Kijua Sanders-McMurtry, the vice president for equity and inclusion at Mount Holyoke College, says that the move is a huge step toward delivering on Mount Holyoke’s promise of equity and inclusion for all.
“We are a women’s college that is gender diverse and our collective effort to champion diversity, equity and inclusion are ongoing,” Sanders-McMurtry said in a recent letter to the campus. “We welcome the opportunity to be in dialogue with so many members of the community as we strive to create a more just community in which every member is valued and thrives.”
Mount Holyoke students were integral to the creation and adoption of the new policy.
“When a trans person is deadnamed [referred to by birth name] or misgendered it does real harm,” said Kai Chuckas ’20, who dedicated himself to the chosen name policy work as a fellow in the diversity, equity and inclusion office. Chuckas recalled being deadnamed and misgendered when visiting a department — simply because their computer systems did not reflect his chosen name. “It can trigger sadness, it can trigger pain. It can trigger a lot of very negative emotions associated with gender dysphoria.”
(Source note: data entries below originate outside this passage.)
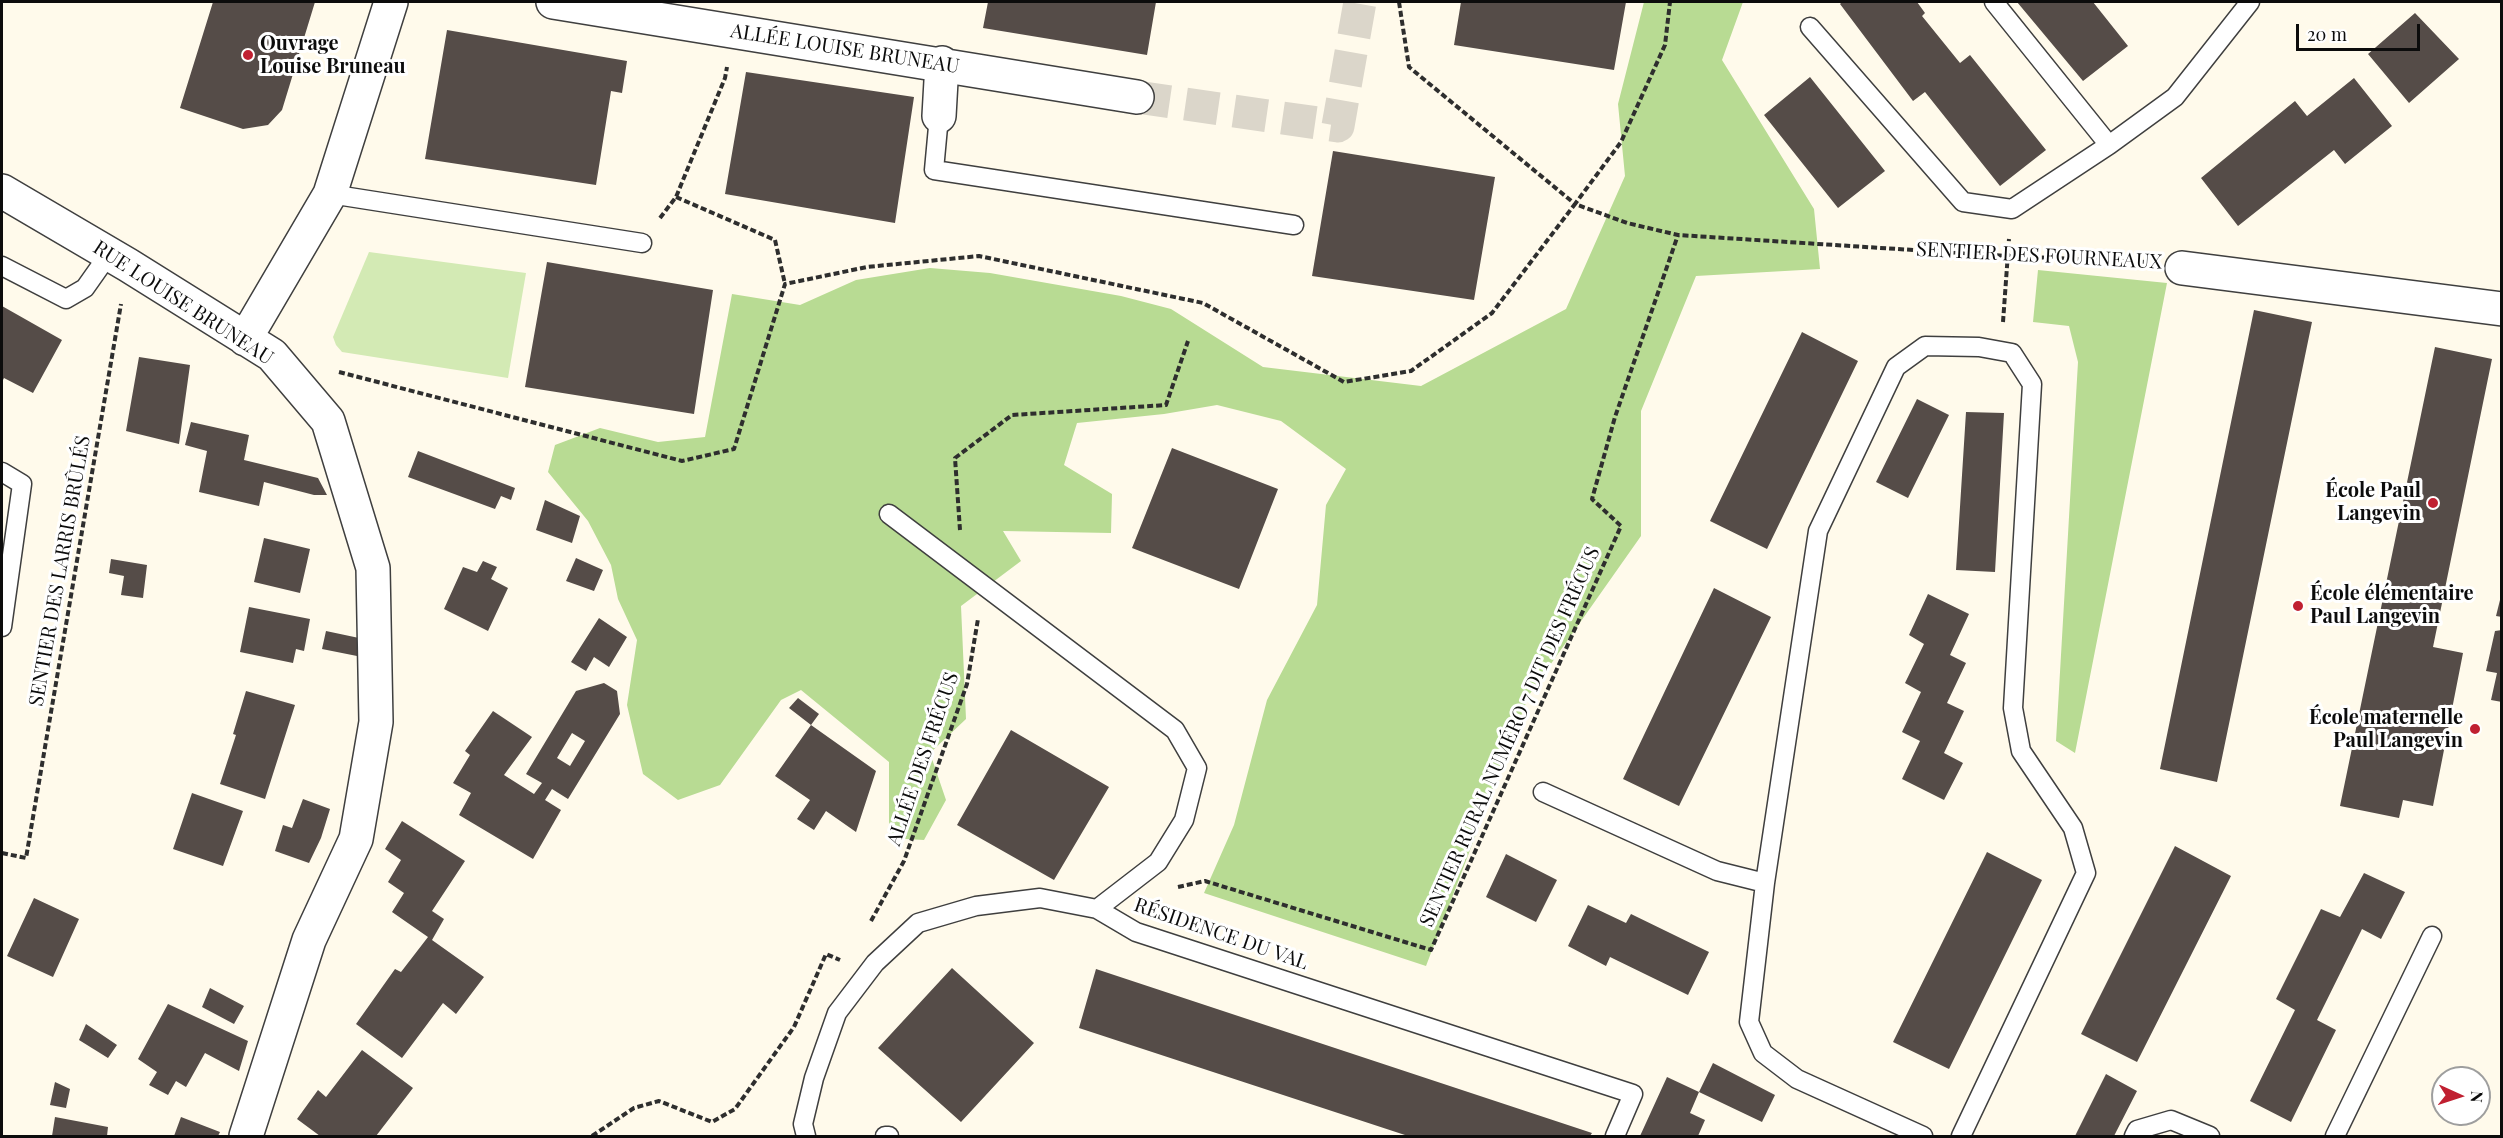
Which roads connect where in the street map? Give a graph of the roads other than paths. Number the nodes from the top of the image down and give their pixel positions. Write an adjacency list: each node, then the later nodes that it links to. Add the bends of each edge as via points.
1 (391, 2): 11 (street)
2 (552, 2): 6 (street, ALLÉE LOUISE BRUNEAU)
3 (1994, 2): 9 (lane)
4 (2250, 2): 9 (lane, via 2175,97)
5 (1810, 27): 9 (lane, via 1963,202 2012,209)
6 (942, 63): 7 (street, ALLÉE LOUISE BRUNEAU); 8 (street)
7 (1137, 97)
8 (939, 116): 12 (lane, via 934,170)
9 (2109, 145)
10 (2, 191): 14 (street, RUE LOUISE BRUNEAU)
11 (330, 194): 13 (lane); 18 (street)
12 (1294, 225)
13 (642, 243)
14 (119, 259): 15 (lane, via 66,299); 18 (street, RUE LOUISE BRUNEAU)
15 (2, 266)
16 (2182, 268): 17 (street, SENTIER DES FOURNEAUX)
17 (2502, 309)
18 (245, 339): 26 (street, RUE LOUISE BRUNEAU, via 272,355 328,421 373,568 376,722 356,839 309,940)
19 (2, 472): 21 (lane, via 22,484)
20 (889, 514): 24 (lane, via 1175,730 1197,768 1184,820 1158,862)
21 (2, 627)
22 (1543, 792): 23 (lane, via 1717,871)
23 (1765, 883): 29 (lane, via 1749,1023 1762,1053 1797,1079); 30 (lane, via 1818,531 1896,367 1924,346 1979,346 2012,353 2032,384 2013,708 2021,751 2073,828 2086,873)
24 (1097, 909): 27 (lane, RÉSIDENCE DU VAL, via 1040,898 976,906 918,923 875,963 837,1013 814,1078 803,1124); 28 (lane, RÉSIDENCE DU VAL, via 1136,933 1633,1094)
25 (2432, 936): 33 (lane)
26 (246, 1137)
27 (806, 1137)
28 (1615, 1137)
29 (1923, 1137)
30 (1961, 1137)
31 (2134, 1137): 32 (lane, via 2137,1130 2171,1120)
32 (2210, 1137)
33 (2335, 1137)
In the summer of 2018, Chuckas was part of a group of individuals comprising staff from LITS and the diversity office who reviewed the multitude of places where names show up system wide so they could be integrated. The goal: a single point of change where a community member could enter their information, which would then disseminate across the dozens of systems that work behind the scenes to keep the College running — from professors’ roster sheets to library cards to the health care center.
A long time in the making
It was 2014 when then-President Lynn Pasquerella ’80 famously announced that Mount Holyoke, a women’s college, would be accepting all students across the gender spectrum, except for cisgender men. The policy marked a bold shift in understanding the mission of a women’s college: No longer strictly bound by a historic understanding of the word “women,” Mount Holyoke became the first of the nation’s best-known women’s colleges, the Seven Sisters, to adopt a policy that explicitly included all trans and nonbinary students.
At the time, the policy was not accompanied by the infrastructural changes that the trans and nonbinary community needed to fully integrate into the College. It was one of the first challenges that Sanders-McMurtry, who is also the College’s chief diversity officer, wanted to address when she joined Mount Holyoke in 2018. The College’s Administrative Technology Steering Committee approached her with a draft policy that had been in the works prior to her arrival.
“There are so many systems involved,” said Chuckas. “It’s any place a name would show up, like FAFSA [the federal financial aid form], W-2 forms, library checkout, the name that appears when you’re in the health center — all of those are attached to different systems and we had to figure out how to change them and make them talk to each other.”
The team found a partner in LITS, which began re-coding and re-organizing the systems to make changing names and pronouns within the system as easy and seamless as possible in order to provide a more integrated experience for the entire Mount Holyoke community.
The result is a seamless one-stop-shop for name changes across Mount Holyoke’s various systems.
“This tool will be helping trans and nonbinary students, but it is also holding space for other instances where this can be helpful to our broader community,” said Percy Child ’21, who worked with LITS and the diversity, equity and inclusion office to help integrate the systems.
Enabling the Mount Holyoke community to set and change their own names is an accomplishment that will meaningfully improve the lives of all community members who wish to use it, but it’s just the beginning. Both Child and Chuckas see this as a step in a journey toward becoming a more inclusive institution — and making an example for others to follow.
“Other gender-diverse women’s colleges do look to Mount Holyoke for guidance on how to roll out policies like this and I do hope that us doing this will lead to other institutions following suit,” said Child. “I would definitely say that this is a step in the right direction and does reveal a commitment to moving forward with stuff like this."